From the Guidelines
A CRP level of 11.4 mg/L indicates a high risk of cardiovascular disease and warrants further evaluation and management to reduce this risk. According to the study by 1, a CRP level above 10 mg/L should prompt a search for an obvious source of infection or inflammation, and if none is found, the level should be remeasured in 2 weeks. The study also recommends using hs-CRP as an independent predictor of increased coronary risk, particularly in patients at intermediate risk (10% to 20% risk of coronary heart disease over 10 years).
The patient's CRP level of 11.4 mg/L falls into the high-risk category, which corresponds to an approximate tertile of hs-CRP in the adult population, with a 2-fold increase in relative risk compared to the low-risk tertile. The Writing Group endorses the optional use of hs-CRP to identify patients without known CVD who may be at higher absolute risk than estimated by major risk factors.
Key considerations for managing this patient include:
- Evaluating for obvious sources of infection or inflammation
- Remasuring CRP in 2 weeks if no source is found
- Assessing traditional cardiovascular risk factors and calculating an absolute risk score
- Considering further evaluation or therapy, such as imaging, exercise testing, or drug therapies with lipid-lowering, antiplatelet, or cardioprotective agents, for patients at intermediate risk. The study by 1 also highlights the importance of CRP as a predictor of all-cause and cardiovascular mortality in patients with cardiovascular disease, further emphasizing the need for careful management of this patient's elevated CRP level.
From the Research
CRP Levels and Associated Conditions
- A CRP level of 11.4 mg/L is considered elevated, but not as high as the levels (≥500 mg/L) studied in 2, which were associated with bacterial infections and a high mortality rate.
- Elevated CRP levels are also associated with cardiovascular disease, as shown in 3 and 4, where high-sensitivity CRP was used as a predictor of in-hospital mortality in patients with cardiovascular disease.

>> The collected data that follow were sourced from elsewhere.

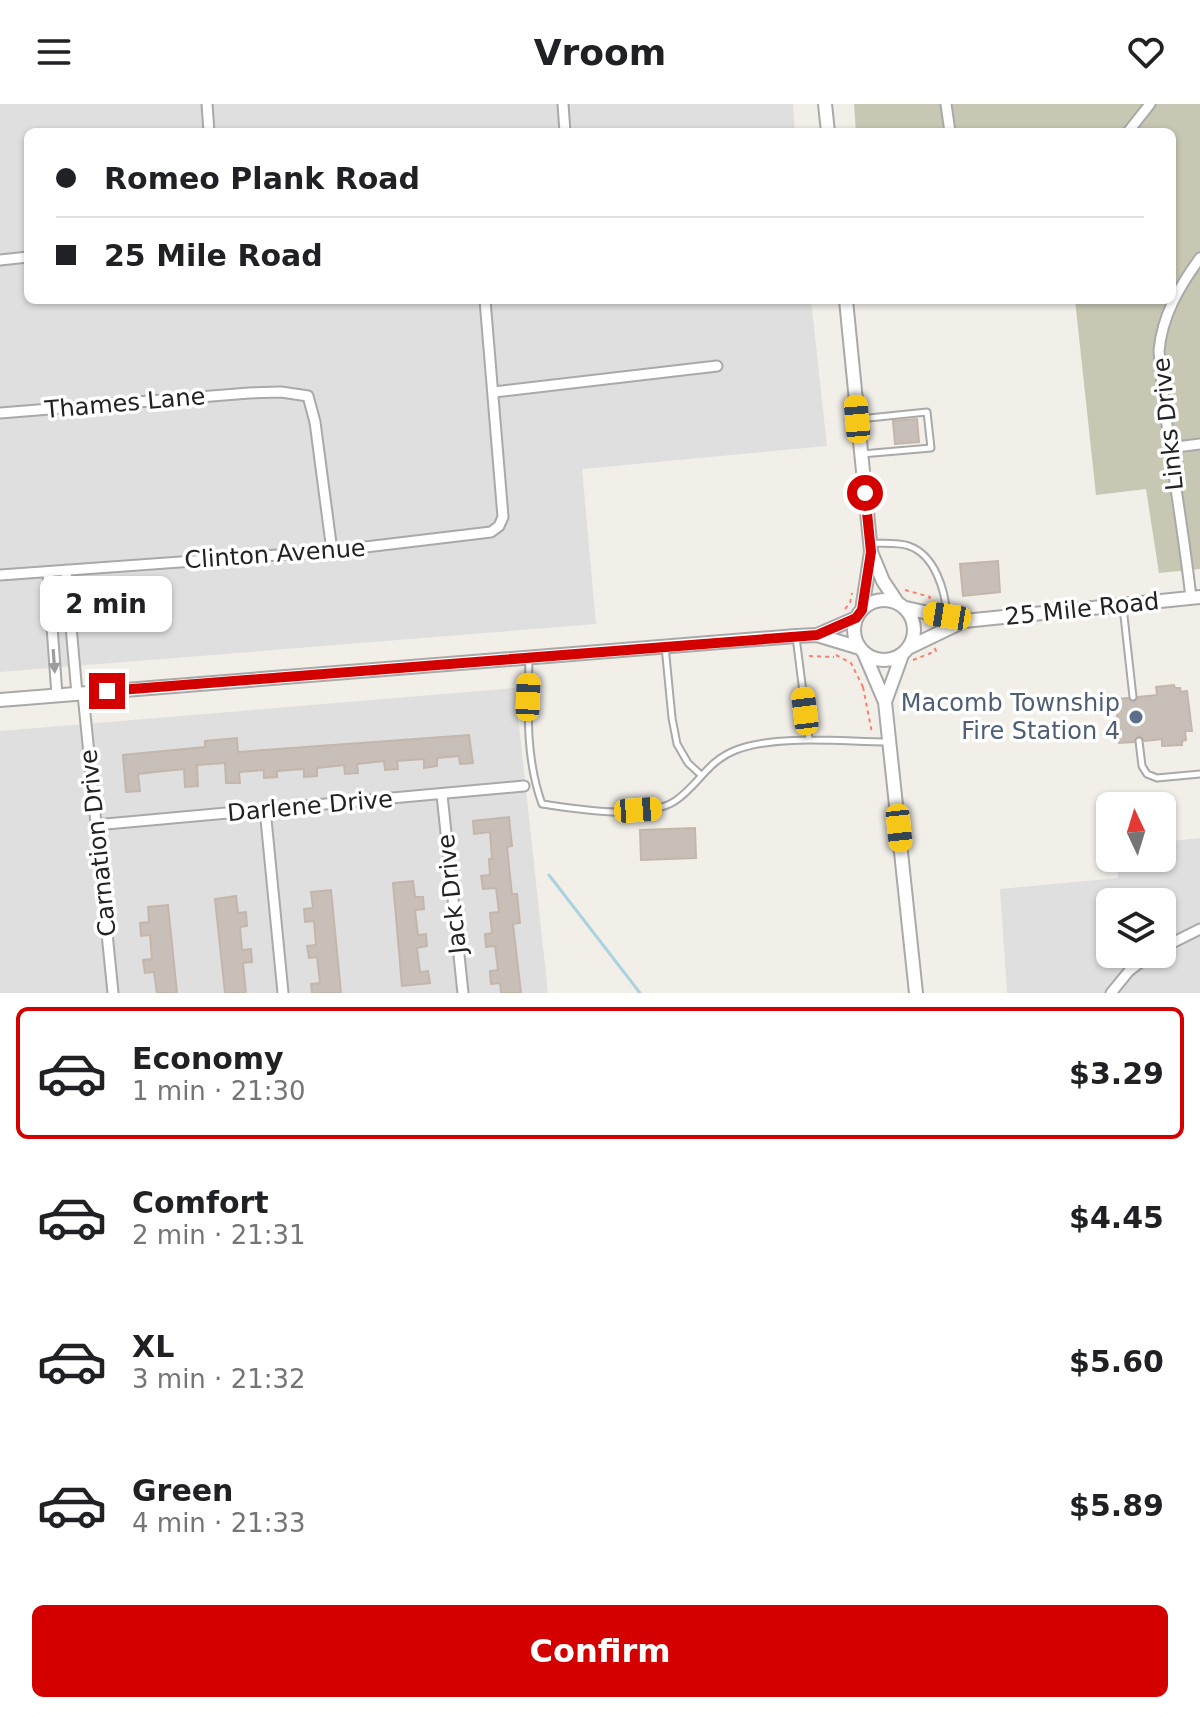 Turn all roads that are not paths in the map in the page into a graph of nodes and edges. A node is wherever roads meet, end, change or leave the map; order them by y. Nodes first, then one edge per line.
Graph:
1 (207, 104) edge
2 (563, 104) edge
3 (825, 104) edge
4 (946, 104) edge
5 (1150, 104) edge
6 (209, 128) edge
7 (565, 128) edge
8 (828, 128) edge
9 (949, 128) edge
10 (1131, 128) edge
11 (24, 257) edge
12 (1200, 258) edge
13 (0, 260) edge
14 (1176, 296) edge
15 (485, 304) edge
16 (846, 304) edge
17 (1172, 304) edge
18 (717, 366) dead end
19 (494, 392) junction
20 (0, 413) edge
21 (857, 419) junction
22 (1200, 444) edge
23 (1169, 448) junction
24 (861, 454) junction
25 (870, 548) junction
26 (332, 551) junction
27 (66, 570) junction
28 (48, 572) junction
29 (0, 575) edge
30 (1196, 597) edge
31 (902, 605) junction
32 (1123, 605) junction
33 (859, 614) junction
34 (947, 616) junction
35 (964, 621) junction
36 (817, 635) junction
37 (796, 636) junction
38 (665, 645) junction
39 (862, 651) junction
40 (529, 656) junction
41 (906, 656) junction
42 (80, 694) junction
43 (57, 695) junction
44 (1133, 697) dead end
45 (0, 700) edge
46 (885, 702) junction
47 (809, 739) junction
48 (1139, 741) dead end
49 (890, 742) junction
50 (1200, 774) edge
51 (701, 775) junction
52 (524, 786) dead end
53 (442, 795) junction
54 (265, 809) junction
55 (95, 825) junction
56 (1200, 929) edge
57 (1176, 941) edge
58 (1133, 968) edge
59 (113, 993) edge
60 (283, 993) edge
61 (463, 993) edge
62 (916, 993) edge
63 (1111, 993) edge

1 - 6 street
2 - 7 street
3 - 8 street
4 - 9 street
5 - 10 street
11 - 13 street
12 - 14 street, Links Drive
15 - 19 street
16 - 21 street
17 - 23 street, Links Drive
18 - 19 street
19 - 26 street, Clinton Avenue
20 - 26 street, Thames Lane
21 - 24 street
21 - 24 lane
22 - 23 street
23 - 30 street, Links Drive
24 - 25 street
25 - 31 street
25 - 33 street
25 - 34 lane
26 - 27 street, Clinton Avenue
27 - 28 street, Clinton Avenue
27 - 42 street, Carnation Drive
28 - 29 street, Clinton Avenue
28 -> 43 street
30 - 32 street, 25 Mile Road
31 - 33 street
31 - 34 street, 25 Mile Road
31 - 41 street
32 - 35 street, 25 Mile Road
32 - 44 lane
33 - 36 street
33 - 39 street
34 - 35 street, 25 Mile Road
35 - 41 street, 25 Mile Road
36 - 37 street
36 - 39 street
37 - 38 street
37 - 47 lane
38 - 40 street
38 - 51 lane
39 - 41 street
39 - 46 street
40 - 42 street
40 - 51 lane
41 - 46 street
42 - 43 street
42 - 55 street, Carnation Drive
43 - 45 street
46 - 49 street
47 - 49 lane
47 - 51 lane
48 - 50 lane
49 - 62 street
52 - 53 street, Darlene Drive
53 - 54 street, Darlene Drive
53 - 61 street, Jack Drive
54 - 55 street, Darlene Drive
54 - 60 street
55 - 59 street, Carnation Drive
56 - 57 street
58 - 63 street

- The study in 2 found that CRP values above 500 mg/L were highly related to bacterial infections, with 63% of cases being respiratory infections, 17% urinary infections, and 16% abdominal infections.
CRP Levels and Mortality
- The study in 2 reported a one-month mortality rate of 27% in patients with CRP levels above 500 mg/L.
- In 4, the in-hospital mortality rate increased significantly with higher hs-CRP levels, with a mortality rate of 19.9% in patients with hs-CRP levels ≥33.3 mg/L.
- The association between CRP levels and mortality was also observed in patients with cardiovascular disease, as shown in 4, where increased hs-CRP was a significant risk factor for in-hospital mortality.
CRP Levels and Other Conditions
- Elevated CRP levels have also been associated with bipolar disorder, as shown in 5, where a meta-analysis found that CRP levels were significantly elevated in patients with bipolar disorder compared to controls.
- The study in 3 discussed the effects of various cardiovascular drugs on CRP levels, including cyclooxygenase inhibitors, platelet aggregation inhibitors, and lipid-lowering agents, which were found to reduce serum levels of CRP.